### [Records for this task]
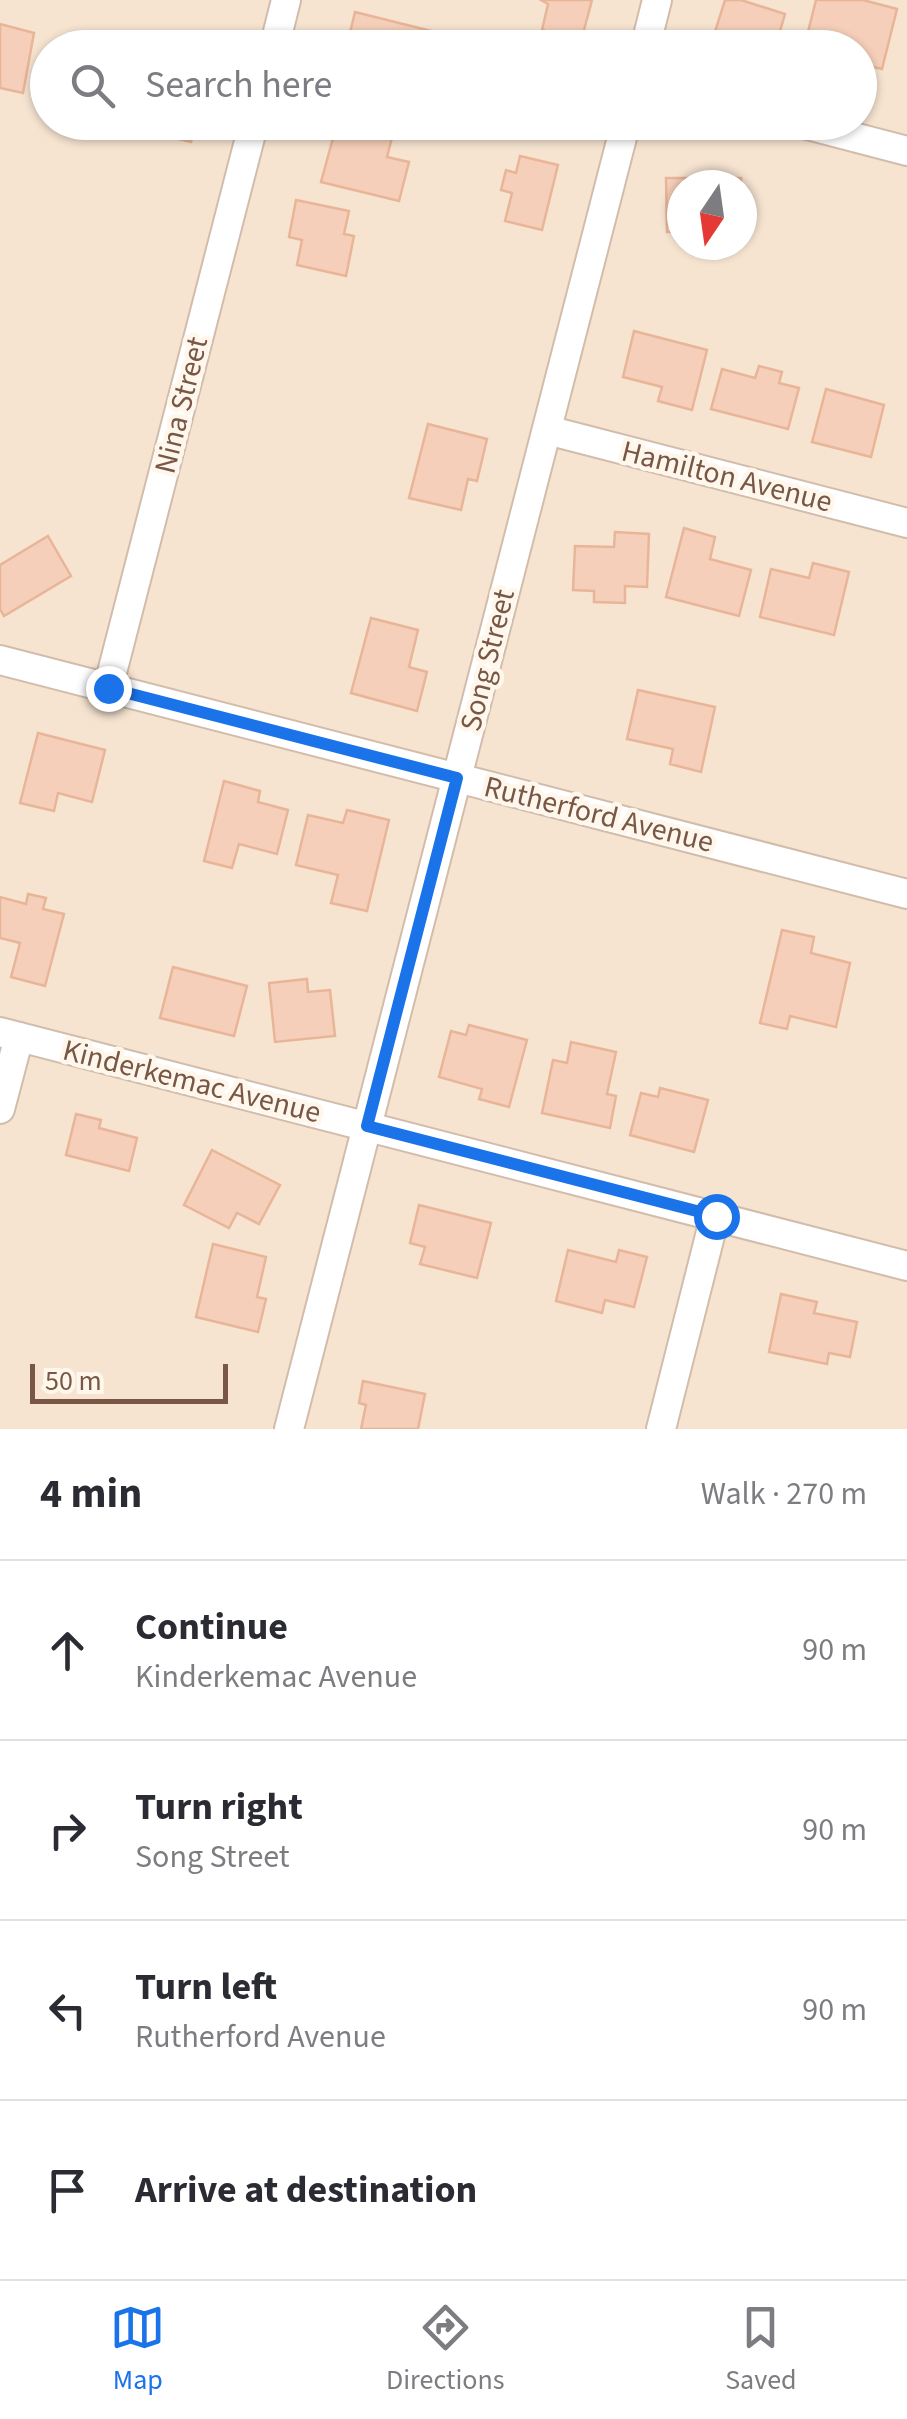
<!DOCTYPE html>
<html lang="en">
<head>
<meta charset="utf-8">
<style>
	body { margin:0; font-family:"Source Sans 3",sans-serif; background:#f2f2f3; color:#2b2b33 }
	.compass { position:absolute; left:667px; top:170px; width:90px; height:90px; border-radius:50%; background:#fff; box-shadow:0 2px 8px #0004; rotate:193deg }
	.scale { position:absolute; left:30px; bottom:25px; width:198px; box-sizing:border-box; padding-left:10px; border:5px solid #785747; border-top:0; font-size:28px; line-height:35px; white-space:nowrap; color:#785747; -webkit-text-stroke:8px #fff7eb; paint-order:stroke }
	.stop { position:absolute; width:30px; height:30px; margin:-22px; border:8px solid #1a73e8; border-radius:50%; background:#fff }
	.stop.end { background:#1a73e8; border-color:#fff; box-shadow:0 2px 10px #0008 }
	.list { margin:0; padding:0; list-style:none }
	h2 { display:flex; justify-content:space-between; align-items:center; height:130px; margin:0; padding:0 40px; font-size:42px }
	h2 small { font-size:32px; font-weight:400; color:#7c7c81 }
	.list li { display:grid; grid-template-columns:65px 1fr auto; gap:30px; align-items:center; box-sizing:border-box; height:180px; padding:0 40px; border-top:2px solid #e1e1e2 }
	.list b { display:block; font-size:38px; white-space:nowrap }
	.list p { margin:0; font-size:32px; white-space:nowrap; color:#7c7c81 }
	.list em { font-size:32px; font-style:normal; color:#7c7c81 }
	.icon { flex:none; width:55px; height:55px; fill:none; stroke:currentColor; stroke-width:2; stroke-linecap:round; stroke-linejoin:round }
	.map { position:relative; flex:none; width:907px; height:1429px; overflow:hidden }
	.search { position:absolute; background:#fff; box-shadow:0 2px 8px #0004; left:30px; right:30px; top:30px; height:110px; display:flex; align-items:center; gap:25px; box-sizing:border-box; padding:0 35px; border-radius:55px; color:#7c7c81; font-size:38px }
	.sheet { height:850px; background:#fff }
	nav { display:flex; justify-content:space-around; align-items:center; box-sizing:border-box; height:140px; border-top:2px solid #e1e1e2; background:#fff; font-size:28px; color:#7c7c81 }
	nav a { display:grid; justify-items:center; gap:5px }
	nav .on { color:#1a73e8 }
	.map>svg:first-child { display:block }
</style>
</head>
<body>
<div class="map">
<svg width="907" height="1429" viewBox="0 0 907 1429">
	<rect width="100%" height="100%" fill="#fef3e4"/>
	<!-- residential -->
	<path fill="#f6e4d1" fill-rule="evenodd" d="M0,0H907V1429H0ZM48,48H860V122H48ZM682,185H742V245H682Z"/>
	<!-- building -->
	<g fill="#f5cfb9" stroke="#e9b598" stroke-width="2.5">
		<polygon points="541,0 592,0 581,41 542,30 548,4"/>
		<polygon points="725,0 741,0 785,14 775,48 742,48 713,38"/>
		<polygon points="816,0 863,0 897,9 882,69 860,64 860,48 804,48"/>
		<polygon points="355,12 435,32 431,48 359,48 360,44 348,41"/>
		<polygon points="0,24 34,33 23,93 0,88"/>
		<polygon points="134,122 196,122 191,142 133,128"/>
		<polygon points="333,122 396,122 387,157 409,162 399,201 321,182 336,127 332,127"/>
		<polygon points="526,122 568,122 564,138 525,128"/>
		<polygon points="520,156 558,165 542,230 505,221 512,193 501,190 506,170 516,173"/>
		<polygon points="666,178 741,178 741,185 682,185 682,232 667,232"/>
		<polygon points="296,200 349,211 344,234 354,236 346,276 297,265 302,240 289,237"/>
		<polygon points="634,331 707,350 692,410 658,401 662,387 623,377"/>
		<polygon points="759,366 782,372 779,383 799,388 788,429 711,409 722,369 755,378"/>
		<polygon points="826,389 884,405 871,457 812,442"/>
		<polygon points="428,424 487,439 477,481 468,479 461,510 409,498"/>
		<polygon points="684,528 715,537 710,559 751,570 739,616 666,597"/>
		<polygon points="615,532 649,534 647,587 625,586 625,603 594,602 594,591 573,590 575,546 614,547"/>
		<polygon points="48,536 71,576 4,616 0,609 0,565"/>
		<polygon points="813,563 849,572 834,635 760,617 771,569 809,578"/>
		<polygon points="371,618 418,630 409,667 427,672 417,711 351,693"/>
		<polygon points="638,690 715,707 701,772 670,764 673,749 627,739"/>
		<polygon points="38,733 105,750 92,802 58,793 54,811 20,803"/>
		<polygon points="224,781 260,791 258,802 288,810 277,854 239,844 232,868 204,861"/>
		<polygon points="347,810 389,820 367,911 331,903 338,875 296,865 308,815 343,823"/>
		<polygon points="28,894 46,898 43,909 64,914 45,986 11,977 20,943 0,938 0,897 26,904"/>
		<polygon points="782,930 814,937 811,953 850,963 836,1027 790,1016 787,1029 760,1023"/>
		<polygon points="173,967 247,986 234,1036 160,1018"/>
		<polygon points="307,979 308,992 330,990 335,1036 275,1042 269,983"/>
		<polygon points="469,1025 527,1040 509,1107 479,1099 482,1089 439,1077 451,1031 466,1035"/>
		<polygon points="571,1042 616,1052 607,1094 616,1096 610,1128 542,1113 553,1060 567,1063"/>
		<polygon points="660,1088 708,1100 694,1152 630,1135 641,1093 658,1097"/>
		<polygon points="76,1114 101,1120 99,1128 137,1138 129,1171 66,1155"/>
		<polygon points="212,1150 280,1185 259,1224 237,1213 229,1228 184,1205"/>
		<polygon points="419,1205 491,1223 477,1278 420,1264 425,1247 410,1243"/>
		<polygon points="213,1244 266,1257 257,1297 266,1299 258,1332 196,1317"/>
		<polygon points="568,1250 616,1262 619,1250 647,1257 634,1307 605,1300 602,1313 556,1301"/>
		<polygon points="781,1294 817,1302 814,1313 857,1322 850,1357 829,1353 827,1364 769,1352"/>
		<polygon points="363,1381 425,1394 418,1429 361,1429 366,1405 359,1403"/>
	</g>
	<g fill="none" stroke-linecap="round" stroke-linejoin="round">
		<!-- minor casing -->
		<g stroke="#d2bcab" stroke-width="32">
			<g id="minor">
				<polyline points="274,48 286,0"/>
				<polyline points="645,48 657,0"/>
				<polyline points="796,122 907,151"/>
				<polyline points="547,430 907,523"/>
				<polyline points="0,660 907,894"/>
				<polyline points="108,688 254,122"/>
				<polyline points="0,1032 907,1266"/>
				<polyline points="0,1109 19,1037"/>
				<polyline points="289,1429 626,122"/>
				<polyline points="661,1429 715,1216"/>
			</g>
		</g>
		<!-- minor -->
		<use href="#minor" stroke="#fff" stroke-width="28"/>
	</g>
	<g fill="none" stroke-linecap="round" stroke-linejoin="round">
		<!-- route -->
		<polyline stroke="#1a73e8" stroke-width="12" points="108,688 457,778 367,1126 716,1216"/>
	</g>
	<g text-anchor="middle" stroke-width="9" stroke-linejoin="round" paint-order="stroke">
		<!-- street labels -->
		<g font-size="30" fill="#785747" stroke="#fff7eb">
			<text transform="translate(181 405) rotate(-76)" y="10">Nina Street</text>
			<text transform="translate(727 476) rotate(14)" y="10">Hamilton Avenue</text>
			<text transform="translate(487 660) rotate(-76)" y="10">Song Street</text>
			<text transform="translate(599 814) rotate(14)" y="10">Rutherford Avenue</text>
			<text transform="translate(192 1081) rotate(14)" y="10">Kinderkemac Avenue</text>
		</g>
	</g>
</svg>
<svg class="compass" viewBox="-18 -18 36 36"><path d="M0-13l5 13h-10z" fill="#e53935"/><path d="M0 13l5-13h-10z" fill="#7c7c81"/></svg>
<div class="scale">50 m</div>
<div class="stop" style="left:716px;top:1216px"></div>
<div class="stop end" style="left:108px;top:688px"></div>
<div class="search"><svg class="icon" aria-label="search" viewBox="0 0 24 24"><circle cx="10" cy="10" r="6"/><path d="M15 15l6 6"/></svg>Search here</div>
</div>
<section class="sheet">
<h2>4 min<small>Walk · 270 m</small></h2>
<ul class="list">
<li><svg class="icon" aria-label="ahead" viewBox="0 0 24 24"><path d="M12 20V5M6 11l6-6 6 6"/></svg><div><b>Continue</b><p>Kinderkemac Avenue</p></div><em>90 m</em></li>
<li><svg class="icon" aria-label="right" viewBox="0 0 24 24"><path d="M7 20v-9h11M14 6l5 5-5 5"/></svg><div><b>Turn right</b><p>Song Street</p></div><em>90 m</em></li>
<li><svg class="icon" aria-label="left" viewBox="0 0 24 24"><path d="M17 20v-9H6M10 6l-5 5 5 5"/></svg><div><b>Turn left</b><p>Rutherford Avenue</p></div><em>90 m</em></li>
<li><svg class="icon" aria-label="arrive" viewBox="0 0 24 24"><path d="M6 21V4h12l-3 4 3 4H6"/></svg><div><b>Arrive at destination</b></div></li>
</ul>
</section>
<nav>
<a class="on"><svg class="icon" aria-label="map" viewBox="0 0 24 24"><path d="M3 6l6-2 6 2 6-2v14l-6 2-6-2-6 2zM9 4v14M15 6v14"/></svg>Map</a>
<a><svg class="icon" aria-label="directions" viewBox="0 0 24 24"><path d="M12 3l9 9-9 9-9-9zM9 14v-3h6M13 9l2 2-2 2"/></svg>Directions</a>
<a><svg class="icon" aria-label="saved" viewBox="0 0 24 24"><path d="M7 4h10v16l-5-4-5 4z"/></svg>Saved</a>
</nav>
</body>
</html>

### [Task item]
Retype the records above, but only those lines that fall between the line containing "margin:0; padding:0; list-style:none" and the line containing "flex:none; width:55px; height:55px;", with both of those lines included, exactly as written.

### [Answer below]
	.list { margin:0; padding:0; list-style:none }
	h2 { display:flex; justify-content:space-between; align-items:center; height:130px; margin:0; padding:0 40px; font-size:42px }
	h2 small { font-size:32px; font-weight:400; color:#7c7c81 }
	.list li { display:grid; grid-template-columns:65px 1fr auto; gap:30px; align-items:center; box-sizing:border-box; height:180px; padding:0 40px; border-top:2px solid #e1e1e2 }
	.list b { display:block; font-size:38px; white-space:nowrap }
	.list p { margin:0; font-size:32px; white-space:nowrap; color:#7c7c81 }
	.list em { font-size:32px; font-style:normal; color:#7c7c81 }
	.icon { flex:none; width:55px; height:55px; fill:none; stroke:currentColor; stroke-width:2; stroke-linecap:round; stroke-linejoin:round }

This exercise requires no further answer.